:: Your assignment ::
Where in the data below does the word "Strada" appear? Copy each line that holds it.

:: Data records ::

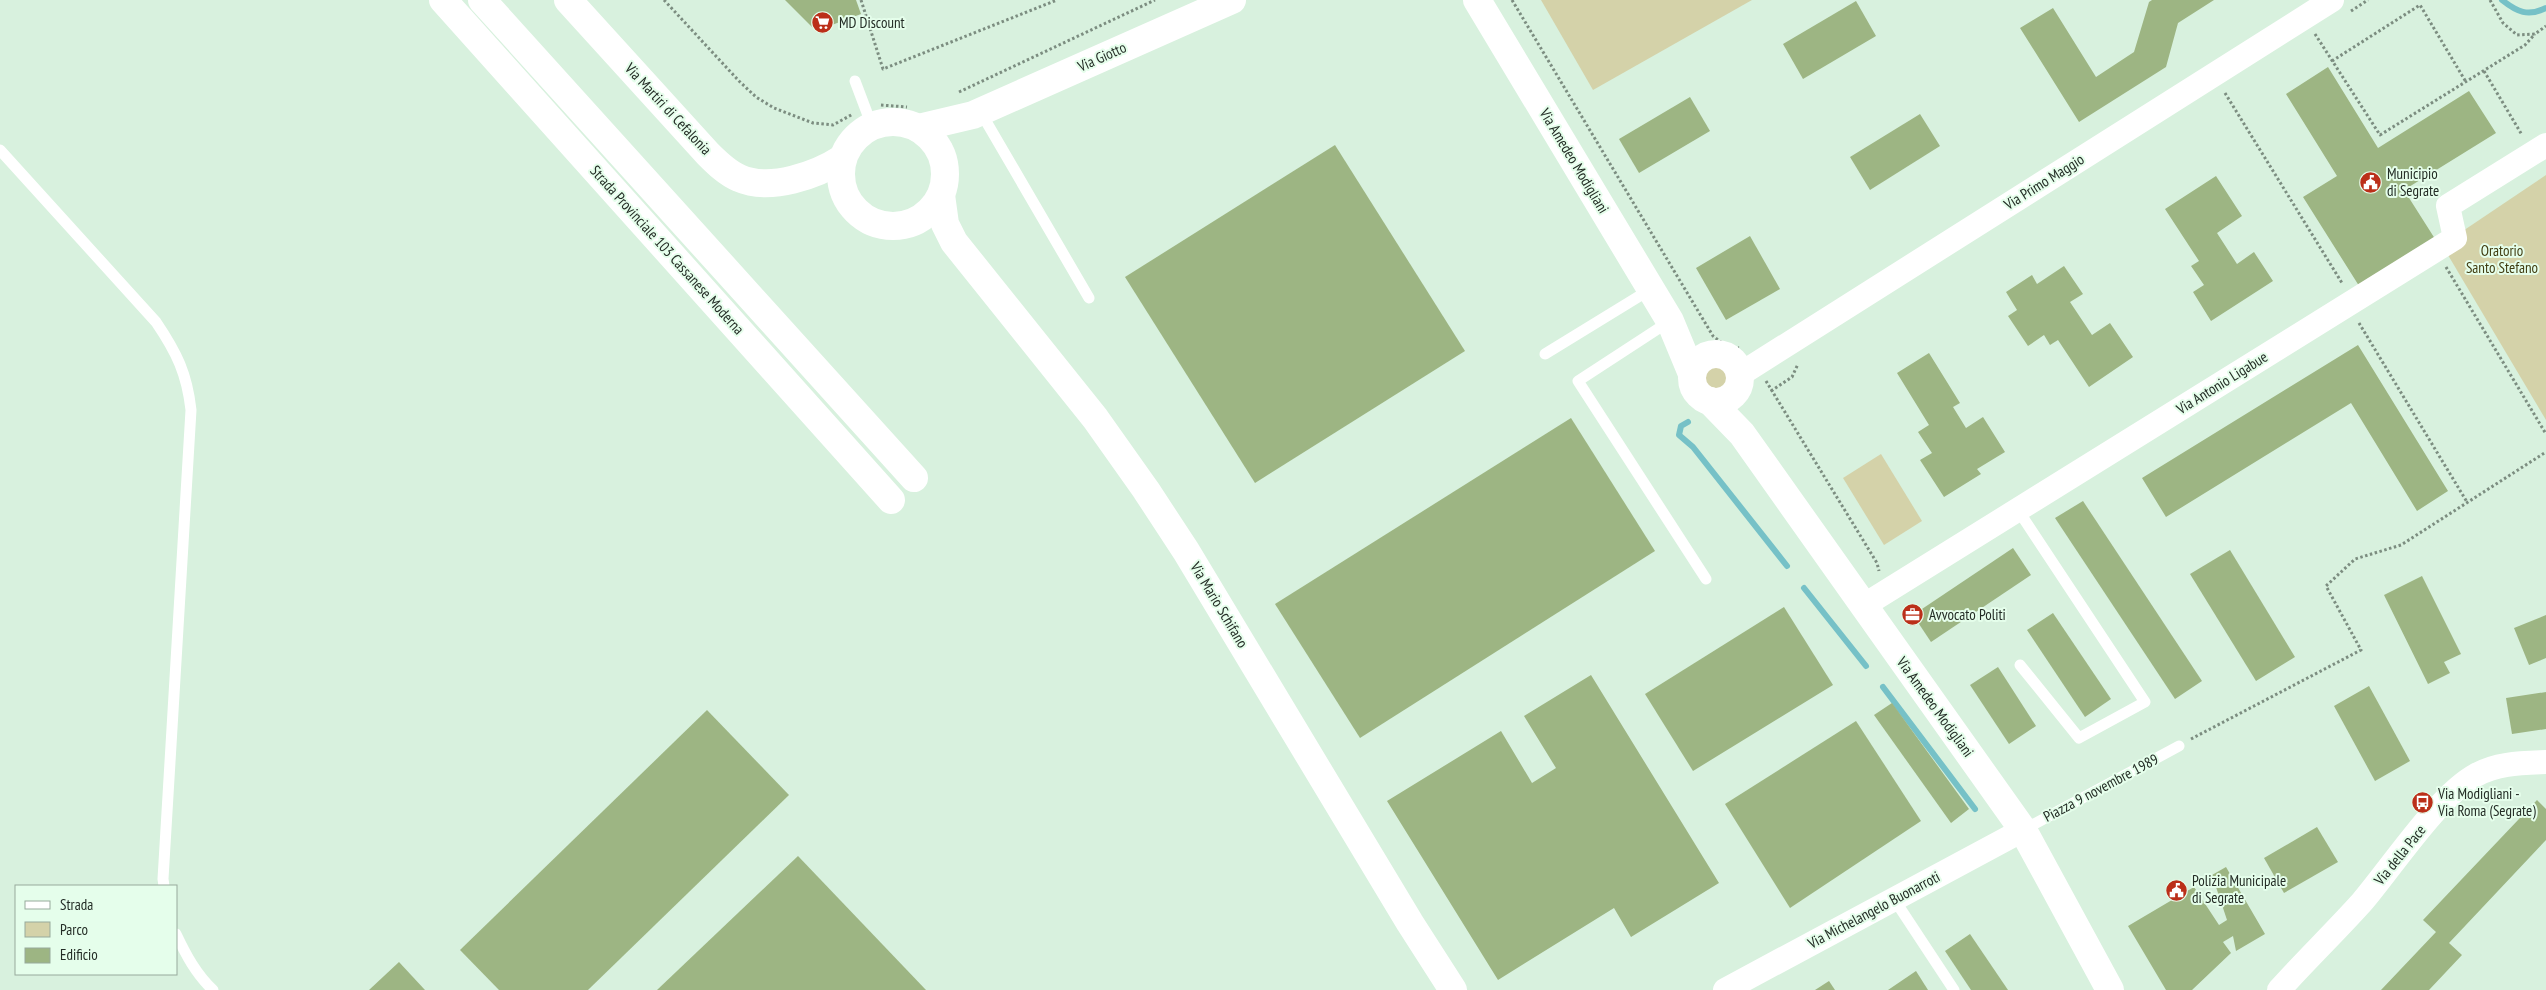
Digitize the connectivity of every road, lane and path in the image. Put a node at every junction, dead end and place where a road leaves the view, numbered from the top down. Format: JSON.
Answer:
{"nodes":[{"id":1,"x":443,"y":0,"type":"edge"},
{"id":2,"x":482,"y":0,"type":"edge"},
{"id":3,"x":568,"y":0,"type":"edge"},
{"id":4,"x":664,"y":0,"type":"edge"},
{"id":5,"x":861,"y":0,"type":"edge"},
{"id":6,"x":1057,"y":0,"type":"edge"},
{"id":7,"x":1155,"y":0,"type":"edge"},
{"id":8,"x":1232,"y":0,"type":"edge"},
{"id":9,"x":1477,"y":0,"type":"edge"},
{"id":10,"x":1512,"y":0,"type":"edge"},
{"id":11,"x":2332,"y":0,"type":"edge"},
{"id":12,"x":2490,"y":0,"type":"edge"},
{"id":13,"x":2304,"y":17,"type":"junction"},
{"id":14,"x":2546,"y":26,"type":"edge"},
{"id":15,"x":2535,"y":34,"type":"junction"},
{"id":16,"x":2332,"y":61,"type":"junction"},
{"id":17,"x":2484,"y":71,"type":"junction"},
{"id":18,"x":2214,"y":74,"type":"junction"},
{"id":19,"x":855,"y":81,"type":"dead end"},
{"id":20,"x":2466,"y":82,"type":"junction"},
{"id":21,"x":954,"y":95,"type":"dead end"},
{"id":22,"x":977,"y":113,"type":"junction"},
{"id":23,"x":868,"y":116,"type":"junction"},
{"id":24,"x":915,"y":118,"type":"junction"},
{"id":25,"x":2539,"y":149,"type":"edge"},
{"id":26,"x":0,"y":150,"type":"edge"},
{"id":27,"x":843,"y":158,"type":"junction"},
{"id":28,"x":943,"y":160,"type":"junction"},
{"id":29,"x":787,"y":180,"type":"junction"},
{"id":30,"x":941,"y":195,"type":"junction"},
{"id":31,"x":848,"y":201,"type":"junction"},
{"id":32,"x":903,"y":225,"type":"junction"},
{"id":33,"x":954,"y":242,"type":"junction"},
{"id":34,"x":2435,"y":250,"type":"junction"},
{"id":35,"x":2340,"y":279,"type":"dead end"},
{"id":36,"x":1651,"y":289,"type":"junction"},
{"id":37,"x":1089,"y":298,"type":"dead end"},
{"id":38,"x":2348,"y":304,"type":"junction"},
{"id":39,"x":1670,"y":321,"type":"junction"},
{"id":40,"x":1545,"y":354,"type":"dead end"},
{"id":41,"x":1730,"y":375,"type":"junction"},
{"id":42,"x":1771,"y":390,"type":"dead end"},
{"id":43,"x":2546,"y":434,"type":"edge"},
{"id":44,"x":2546,"y":452,"type":"edge"},
{"id":45,"x":914,"y":478,"type":"dead end"},
{"id":46,"x":891,"y":500,"type":"dead end"},
{"id":47,"x":2467,"y":502,"type":"junction"},
{"id":48,"x":2018,"y":510,"type":"junction"},
{"id":49,"x":1706,"y":579,"type":"dead end"},
{"id":50,"x":1863,"y":606,"type":"junction"},
{"id":51,"x":2020,"y":665,"type":"dead end"},
{"id":52,"x":2179,"y":746,"type":"joint"},
{"id":53,"x":2546,"y":762,"type":"edge"},
{"id":54,"x":2023,"y":830,"type":"junction"},
{"id":55,"x":164,"y":885,"type":"edge"},
{"id":56,"x":1894,"y":899,"type":"junction"},
{"id":57,"x":178,"y":938,"type":"edge"},
{"id":58,"x":213,"y":990,"type":"edge"},
{"id":59,"x":1453,"y":990,"type":"edge"},
{"id":60,"x":1725,"y":990,"type":"edge"},
{"id":61,"x":1954,"y":990,"type":"edge"},
{"id":62,"x":2110,"y":990,"type":"edge"},
{"id":63,"x":2279,"y":990,"type":"edge"}],
"edges":[{"from":1,"to":46,"type":"main road","name":"Strada Provinciale 103 Cassanese Moderna"},
{"from":2,"to":45,"type":"main road","name":"Strada Provinciale 103 Cassanese Moderna"},
{"from":3,"to":29,"type":"main road","name":"Via Martiri di Cefalonia"},
{"from":4,"to":23,"type":"path"},
{"from":5,"to":6,"type":"path"},
{"from":7,"to":21,"type":"path"},
{"from":8,"to":22,"type":"main road","name":"Via Giotto"},
{"from":9,"to":36,"type":"main road","name":"Via Amedeo Modigliani"},
{"from":10,"to":41,"type":"path"},
{"from":11,"to":13,"type":"street","name":"Via Primo Maggio"},
{"from":12,"to":15,"type":"path"},
{"from":13,"to":16,"type":"path"},
{"from":13,"to":18,"type":"street","name":"Via Primo Maggio"},
{"from":14,"to":15,"type":"path"},
{"from":15,"to":17,"type":"path"},
{"from":16,"to":20,"type":"path"},
{"from":16,"to":20,"type":"path"},
{"from":17,"to":20,"type":"path"},
{"from":17,"to":25,"type":"path"},
{"from":18,"to":35,"type":"path"},
{"from":18,"to":41,"type":"street","name":"Via Primo Maggio"},
{"from":19,"to":23,"type":"lane"},
{"from":22,"to":24,"type":"main road","name":"Via Giotto"},
{"from":22,"to":28,"type":"main road","name":"Via Giotto"},
{"from":22,"to":37,"type":"lane"},
{"from":23,"to":24,"type":"main road"},
{"from":23,"to":24,"type":"path"},
{"from":23,"to":27,"type":"main road"},
{"from":24,"to":28,"type":"main road"},
{"from":25,"to":34,"type":"street","name":"Via Antonio Ligabue"},
{"from":26,"to":55,"type":"lane"},
{"from":27,"to":29,"type":"main road","name":"Via Martiri di Cefalonia"},
{"from":27,"to":31,"type":"main road"},
{"from":28,"to":30,"type":"main road"},
{"from":29,"to":31,"type":"main road","name":"Via Martiri di Cefalonia"},
{"from":30,"to":32,"type":"main road"},
{"from":30,"to":33,"type":"main road","name":"Via Mario Schifano"},
{"from":31,"to":32,"type":"main road"},
{"from":32,"to":33,"type":"main road"},
{"from":33,"to":59,"type":"main road","name":"Via Mario Schifano"},
{"from":34,"to":38,"type":"street","name":"Via Antonio Ligabue"},
{"from":34,"to":43,"type":"path"},
{"from":36,"to":39,"type":"main road","name":"Via Amedeo Modigliani"},
{"from":36,"to":40,"type":"lane"},
{"from":38,"to":47,"type":"path"},
{"from":38,"to":48,"type":"street","name":"Via Antonio Ligabue"},
{"from":39,"to":41,"type":"main road","name":"Via Amedeo Modigliani"},
{"from":39,"to":41,"type":"main road","name":"Via Amedeo Modigliani"},
{"from":39,"to":49,"type":"lane"},
{"from":41,"to":42,"type":"path"},
{"from":41,"to":50,"type":"main road","name":"Via Amedeo Modigliani"},
{"from":44,"to":47,"type":"path"},
{"from":47,"to":52,"type":"path"},
{"from":48,"to":50,"type":"street","name":"Via Antonio Ligabue"},
{"from":48,"to":51,"type":"lane"},
{"from":50,"to":54,"type":"main road","name":"Via Amedeo Modigliani"},
{"from":52,"to":54,"type":"lane","name":"Piazza 9 novembre 1989"},
{"from":53,"to":63,"type":"street","name":"Via della Pace"},
{"from":54,"to":56,"type":"street","name":"Via Michelangelo Buonarroti"},
{"from":54,"to":62,"type":"main road","name":"Via Amedeo Modigliani"},
{"from":56,"to":60,"type":"street","name":"Via Michelangelo Buonarroti"},
{"from":56,"to":61,"type":"lane"},
{"from":57,"to":58,"type":"lane"}]}
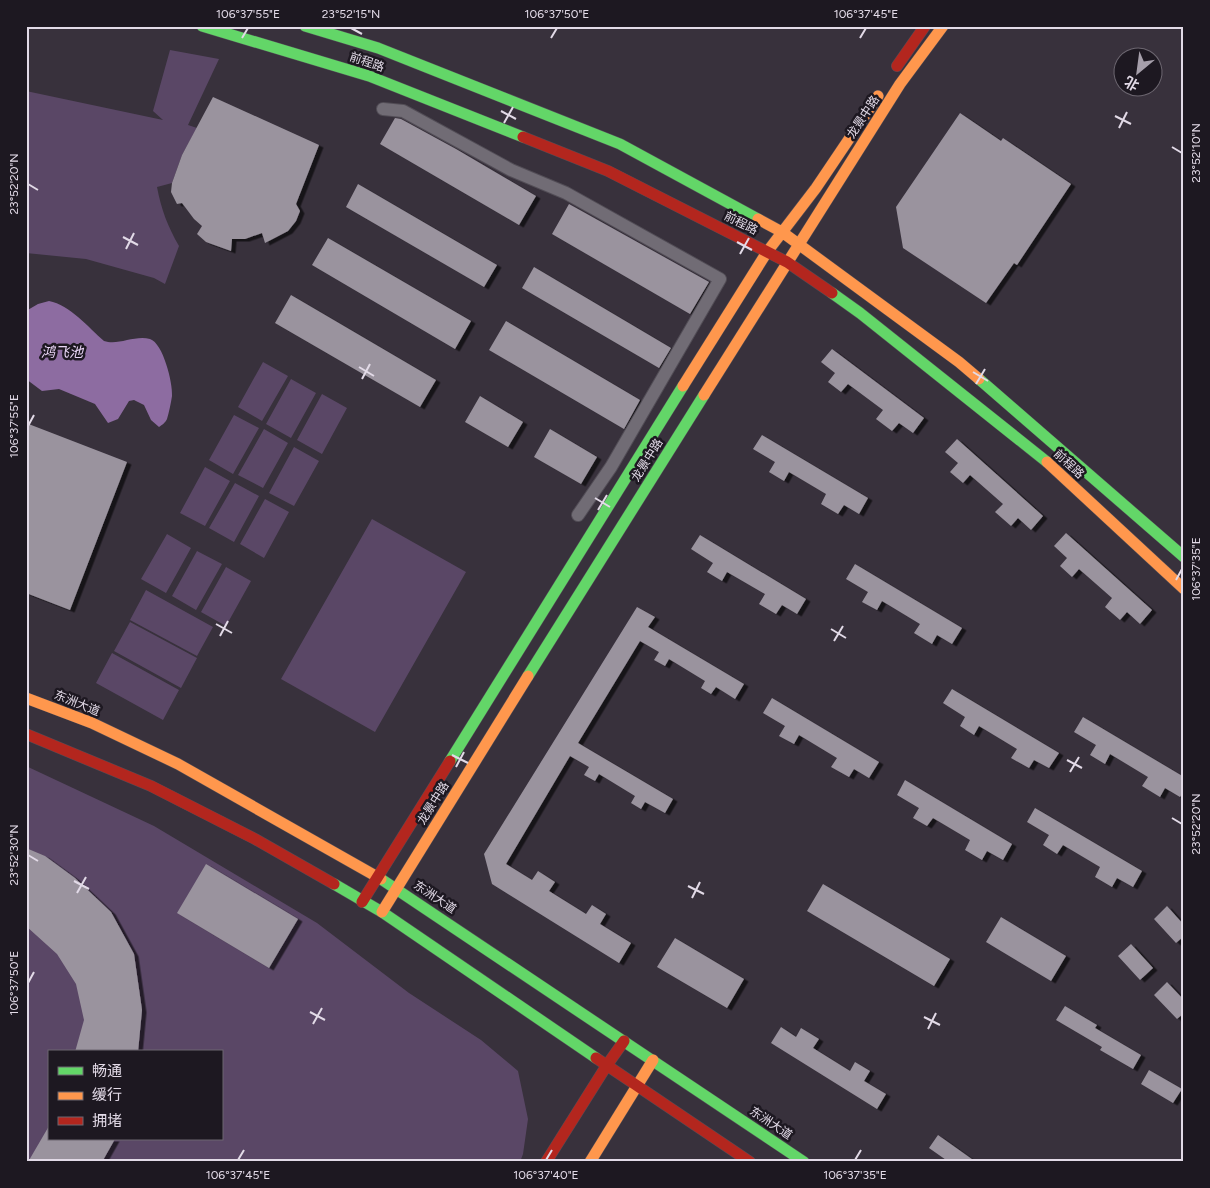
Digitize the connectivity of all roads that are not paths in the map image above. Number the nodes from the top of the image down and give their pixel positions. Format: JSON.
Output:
{"nodes":[{"id":1,"x":202,"y":26,"type":"edge"},
{"id":2,"x":305,"y":26,"type":"edge"},
{"id":3,"x":925,"y":26,"type":"edge"},
{"id":4,"x":943,"y":26,"type":"edge"},
{"id":5,"x":383,"y":108,"type":"dead end"},
{"id":6,"x":782,"y":232,"type":"junction"},
{"id":7,"x":799,"y":244,"type":"junction"},
{"id":8,"x":767,"y":252,"type":"junction"},
{"id":9,"x":787,"y":262,"type":"junction"},
{"id":10,"x":578,"y":515,"type":"dead end"},
{"id":11,"x":1184,"y":557,"type":"edge"},
{"id":12,"x":1184,"y":589,"type":"edge"},
{"id":13,"x":26,"y":698,"type":"edge"},
{"id":14,"x":26,"y":734,"type":"edge"},
{"id":15,"x":378,"y":878,"type":"junction"},
{"id":16,"x":396,"y":888,"type":"junction"},
{"id":17,"x":362,"y":902,"type":"junction"},
{"id":18,"x":382,"y":912,"type":"junction"},
{"id":19,"x":624,"y":1041,"type":"junction"},
{"id":20,"x":653,"y":1060,"type":"junction"},
{"id":21,"x":606,"y":1065,"type":"junction"},
{"id":22,"x":637,"y":1086,"type":"junction"},
{"id":23,"x":546,"y":1162,"type":"edge"},
{"id":24,"x":590,"y":1162,"type":"edge"},
{"id":25,"x":750,"y":1162,"type":"edge"},
{"id":26,"x":804,"y":1162,"type":"edge"}],
"edges":[{"from":1,"to":8,"type":"street","name":"前程路"},
{"from":2,"to":6,"type":"street","name":"前程路"},
{"from":3,"to":6,"type":"street","name":"龙景中路"},
{"from":4,"to":7,"type":"street","name":"龙景中路"},
{"from":5,"to":10,"type":"street"},
{"from":6,"to":7,"type":"street","name":"前程路"},
{"from":6,"to":8,"type":"street","name":"龙景中路"},
{"from":7,"to":9,"type":"street","name":"龙景中路"},
{"from":7,"to":11,"type":"street","name":"前程路"},
{"from":8,"to":9,"type":"street","name":"前程路"},
{"from":8,"to":15,"type":"street","name":"龙景中路"},
{"from":9,"to":12,"type":"street","name":"前程路"},
{"from":9,"to":16,"type":"street","name":"龙景中路"},
{"from":13,"to":15,"type":"street","name":"东洲大道"},
{"from":14,"to":17,"type":"street"},
{"from":15,"to":16,"type":"street","name":"东洲大道"},
{"from":15,"to":17,"type":"street","name":"龙景中路"},
{"from":16,"to":18,"type":"street","name":"龙景中路"},
{"from":16,"to":19,"type":"street","name":"东洲大道"},
{"from":17,"to":18,"type":"street"},
{"from":18,"to":21,"type":"street"},
{"from":19,"to":20,"type":"street","name":"东洲大道"},
{"from":19,"to":21,"type":"street"},
{"from":20,"to":22,"type":"street"},
{"from":20,"to":26,"type":"street","name":"东洲大道"},
{"from":21,"to":22,"type":"street"},
{"from":21,"to":23,"type":"street"},
{"from":22,"to":24,"type":"street"},
{"from":22,"to":25,"type":"street"}]}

:: Exercise answer ::
"edges":[{"from":1,"to":46,"type":"main road","name":"Strada Provinciale 103 Cassanese Moderna"},
{"from":2,"to":45,"type":"main road","name":"Strada Provinciale 103 Cassanese Moderna"},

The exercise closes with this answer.